However, this is a relatively minor critique in light of the overall composition, production, and performance.

Kristine Jepson as Kitty Oppenheimer was absolutely amazing. Her impressive vocal execution of some incredibly difficult passages was my favorite part of the vocal component of this opera. All the vocal performances were great, including the chorus, and I really enjoyed it.

The production, especially the set design and choreography, made a real impression on me. The visual sight of a mother and child alone on a dark stage, with an enormous bomb hanging right over their heads, while sounds of everyday conversation was looped via tape. The choreography was spectacular in the way it depicted the concepts of everyday work juxtaposed with the horror of war, all underlined by the physics of the atom.

Segments of the text were direct copies of things I recognized, from the letter by Leo Slizard to initiate the Manhattan Project, to Oppenheimer’s recitals of ancient Sanskrit from the Bhagavad Gita. (I may have missed it, but I don’t think that they worked in his famous and ominous recitation of the phrase from chapter 11 of the Bhagavad Gita before the Trinity test: I have become Death, Destroyer of Worlds.)

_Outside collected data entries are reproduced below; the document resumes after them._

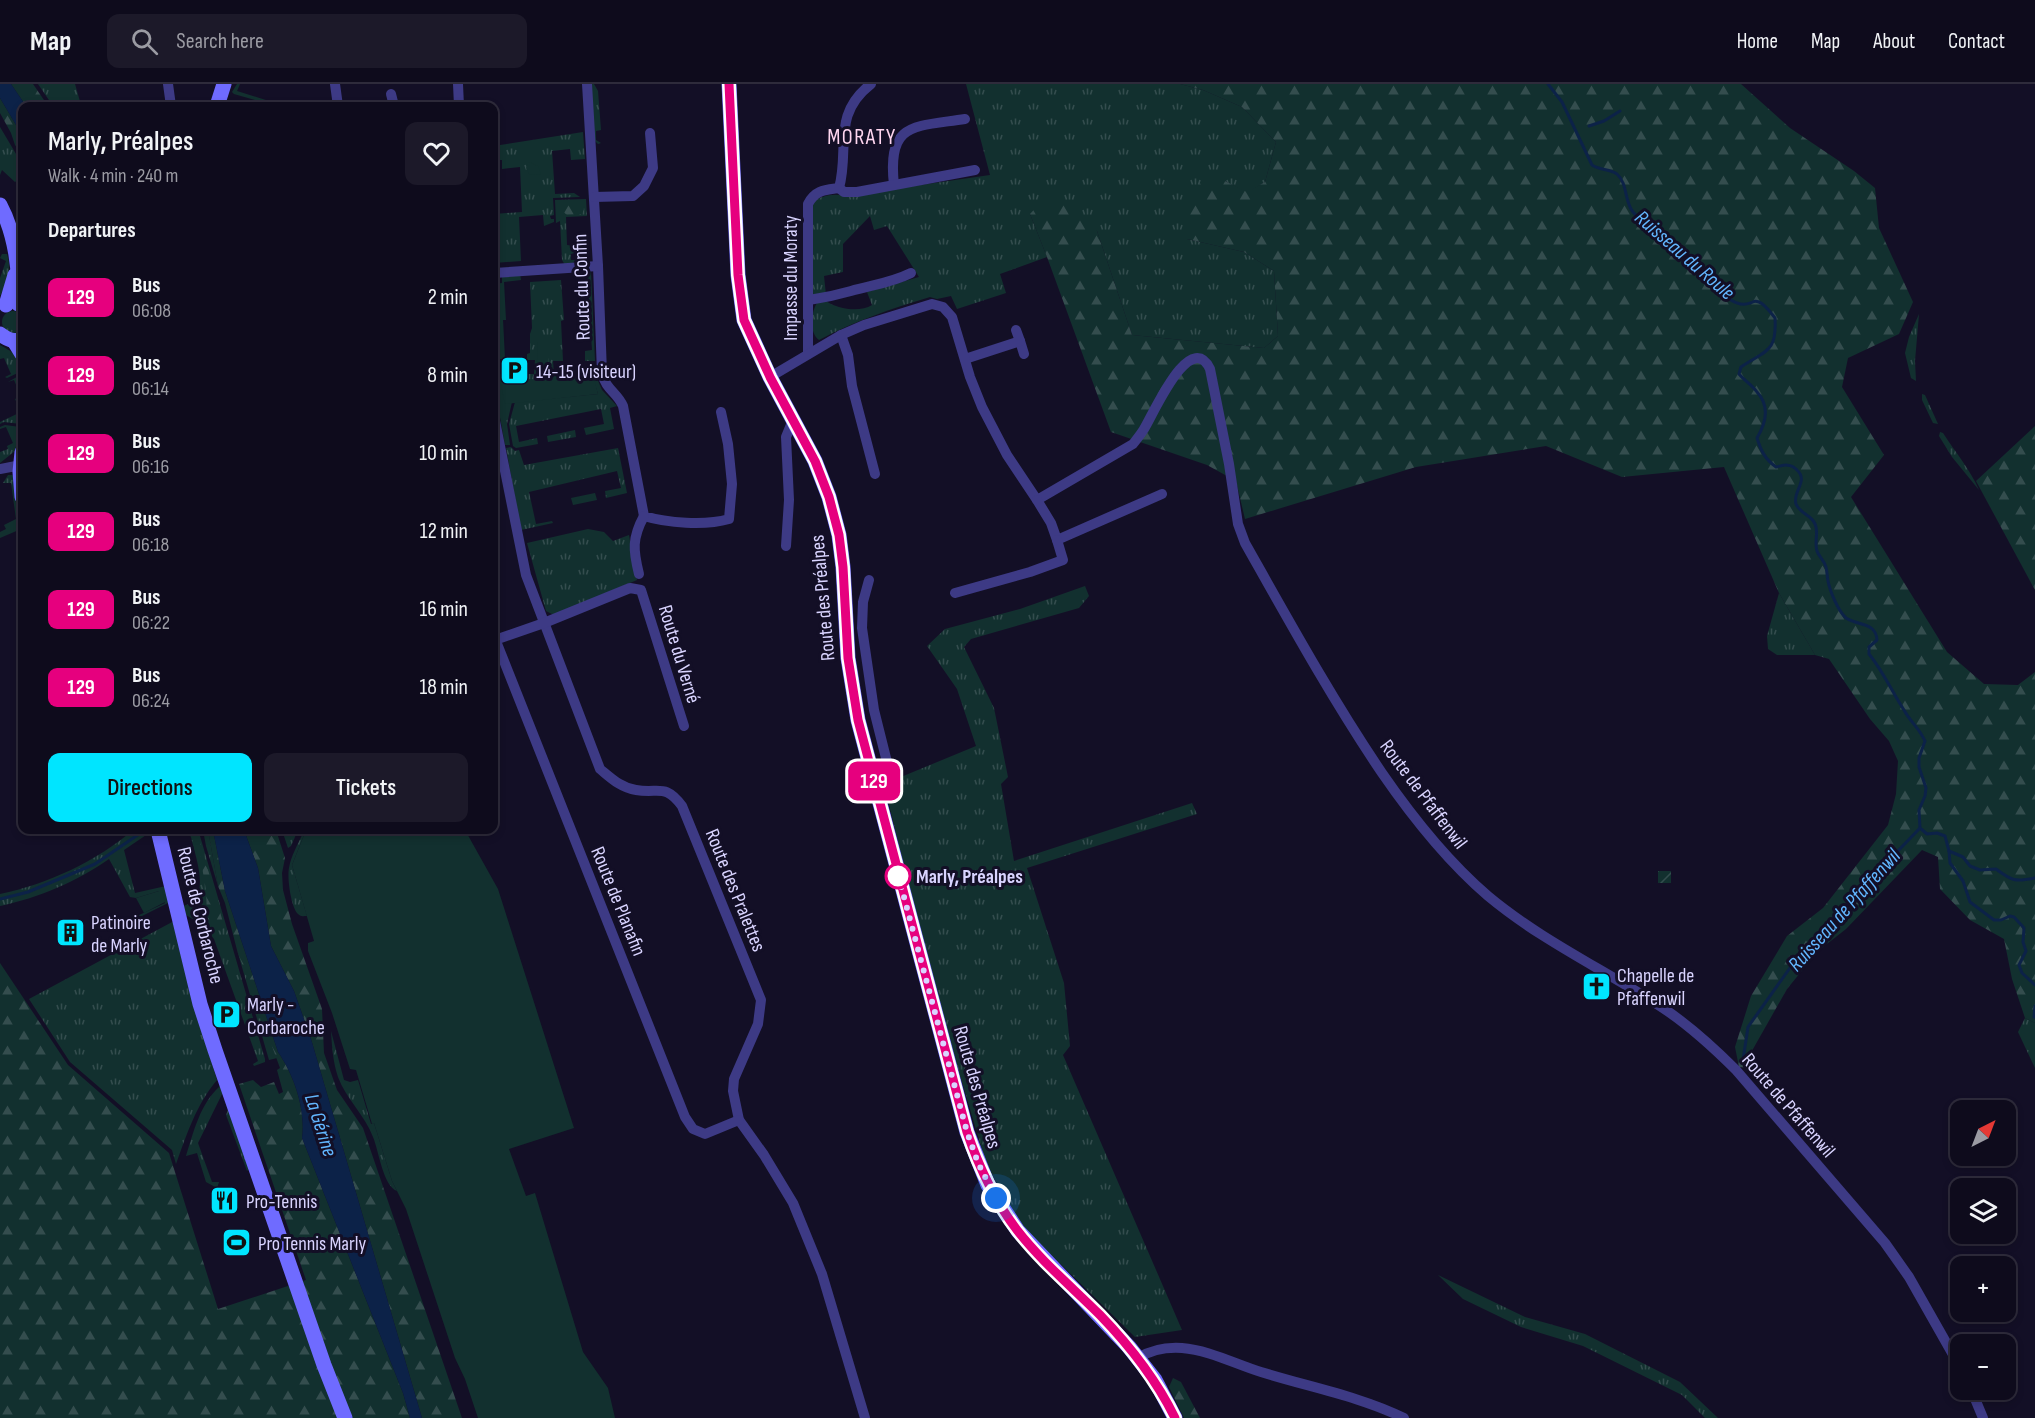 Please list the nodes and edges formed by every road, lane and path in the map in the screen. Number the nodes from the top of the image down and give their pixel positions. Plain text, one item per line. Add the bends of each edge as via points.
1 (168, 84) edge
2 (224, 84) edge
3 (335, 84) edge
4 (458, 84) edge
5 (586, 84) edge
6 (729, 84) edge
7 (871, 84) edge
8 (391, 94) dead end
9 (170, 102) edge
10 (218, 102) edge
11 (337, 102) edge
12 (393, 102) edge
13 (459, 102) edge
14 (965, 119) dead end
15 (650, 133) dead end
16 (975, 170) dead end
17 (894, 185) junction
18 (839, 188) junction
19 (594, 197) junction
20 (0, 205) edge
21 (598, 266) junction
22 (498, 273) edge
23 (911, 273) dead end
24 (18, 285) edge
25 (809, 300) junction
26 (1016, 330) dead end
27 (0, 334) edge
28 (841, 335) junction
29 (1020, 341) junction
30 (18, 343) edge
31 (808, 354) junction
32 (1024, 354) dead end
33 (965, 359) junction
34 (770, 377) junction
35 (721, 412) dead end
36 (793, 420) junction
37 (498, 436) edge
38 (18, 461) edge
39 (0, 470) edge
40 (874, 474) dead end
41 (1162, 494) dead end
42 (1037, 500) junction
43 (644, 516) junction
44 (1057, 540) junction
45 (786, 546) dead end
46 (639, 574) dead end
47 (869, 580) dead end
48 (954, 594) dead end
49 (544, 623) junction
50 (498, 637) edge
51 (498, 648) edge
52 (684, 726) dead end
53 (873, 778) junction
54 (159, 834) edge
55 (739, 1120) junction
56 (1950, 1349) edge
57 (1138, 1358) junction
58 (1976, 1400) edge
59 (345, 1418) edge
60 (865, 1418) edge
61 (1175, 1418) edge
62 (1404, 1418) edge
63 (1983, 1418) edge

1 - 9 street
2 - 10 main road
3 - 11 street
4 - 13 street
5 - 19 street, Route du Confin
6 - 34 main road, Route des Préalpes via 738,275 744,320
7 - 18 street via 856,97 847,114
8 - 12 street
14 - 17 street via 921,126 898,139 892,154
15 - 19 street via 653,168 644,186 633,196
16 - 17 street, Impasse du Moraty
17 - 18 street, Impasse du Moraty via 857,192
18 - 25 street, Impasse du Moraty via 818,191 808,204
19 - 21 street, Route du Confin
20 - 24 main road via 14,243
21 - 22 street
21 - 43 street, Route du Confin via 602,373 608,388 624,406
23 - 25 street via 887,284
25 - 31 street, Impasse du Moraty
26 - 29 street
27 - 30 main road
28 - 31 street
28 - 33 street via 932,304 943,307 952,317
28 - 40 street
29 - 32 street
29 - 33 street
31 - 34 street
33 - 42 street via 987,417
34 - 36 main road, Route des Préalpes
35 - 43 street via 732,484 729,519 694,522
36 - 45 street, Route des Préalpes via 786,437
36 - 53 main road, Route des Préalpes via 815,461 839,535 848,658
37 - 49 street, Route des Pralettes via 523,564
38 - 39 street
41 - 44 street
42 - 44 street
42 - 56 street, Route de Pfaffenwil via 1133,444 1175,374 1188,361 1196,358 1208,365 1245,543 1357,735 1405,805 1435,844 1489,897 1580,959 1664,1008 1715,1049 1885,1243
43 - 46 street, Route du Confin via 636,531 634,552
44 - 48 street via 1063,560
47 - 53 street, Route des Préalpes via 862,628 874,710 889,770
49 - 50 street, Route de Planafin
49 - 52 street, Route du Verné via 630,588 641,590
49 - 55 street, Route des Pralettes via 600,769 617,784 674,795 681,806 761,1000 758,1024 734,1079
51 - 55 street, Route de Planafin via 685,1117 693,1129 705,1134
53 - 57 main road, Route des Préalpes via 959,1105 978,1163 1018,1231
54 - 59 main road, Route de Corbaroche via 200,1004
55 - 60 street, Route des Pralettes via 793,1203 822,1274
57 - 61 main road, Route des Préalpes
57 - 62 street via 1168,1348 1192,1349 1348,1396
58 - 63 street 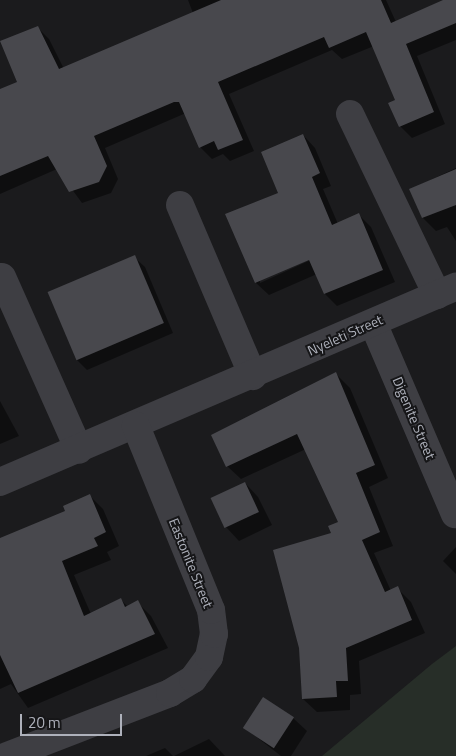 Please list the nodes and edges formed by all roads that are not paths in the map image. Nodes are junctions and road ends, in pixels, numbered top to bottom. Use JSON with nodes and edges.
{"nodes":[{"id":1,"x":350,"y":114,"type":"dead end"},
{"id":2,"x":180,"y":205,"type":"dead end"},
{"id":3,"x":2,"y":277,"type":"dead end"},
{"id":4,"x":447,"y":291,"type":"edge"},
{"id":5,"x":373,"y":323,"type":"junction"},
{"id":6,"x":253,"y":376,"type":"junction"},
{"id":7,"x":136,"y":426,"type":"junction"},
{"id":8,"x":79,"y":450,"type":"junction"},
{"id":9,"x":0,"y":482,"type":"edge"},
{"id":10,"x":455,"y":514,"type":"edge"},
{"id":11,"x":7,"y":756,"type":"edge"}],
"edges":[{"from":1,"to":4,"type":"street","name":"Nyeleti Street"},
{"from":2,"to":6,"type":"street"},
{"from":3,"to":8,"type":"street"},
{"from":4,"to":5,"type":"street","name":"Nyeleti Street"},
{"from":5,"to":6,"type":"street","name":"Nyeleti Street"},
{"from":5,"to":10,"type":"street","name":"Digenite Street"},
{"from":6,"to":7,"type":"street","name":"Nyeleti Street"},
{"from":7,"to":8,"type":"street","name":"Nyeleti Street"},
{"from":7,"to":11,"type":"street","name":"Eastonite Street"},
{"from":8,"to":9,"type":"street","name":"Nyeleti Street"}]}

This was an opera about deep personal conflict, revolving around the genius Oppenheimer and his colleagues as they proceeded to build the greatest weapon of mass destruction ever conceived. To invent a conventional weapon is one thing. But to invent a weapon that is capable of erasing the lives of hundreds of thousands of people in one instant, that is something that generates feelings of unimaginable horror, extreme guilt, and even inescapable fascination. What really left me after seeing this opera was the take on the issues involved: The conflict, the humanity, the despair, the fear, and the human curiosity and determination that saw it all through in the face of everything.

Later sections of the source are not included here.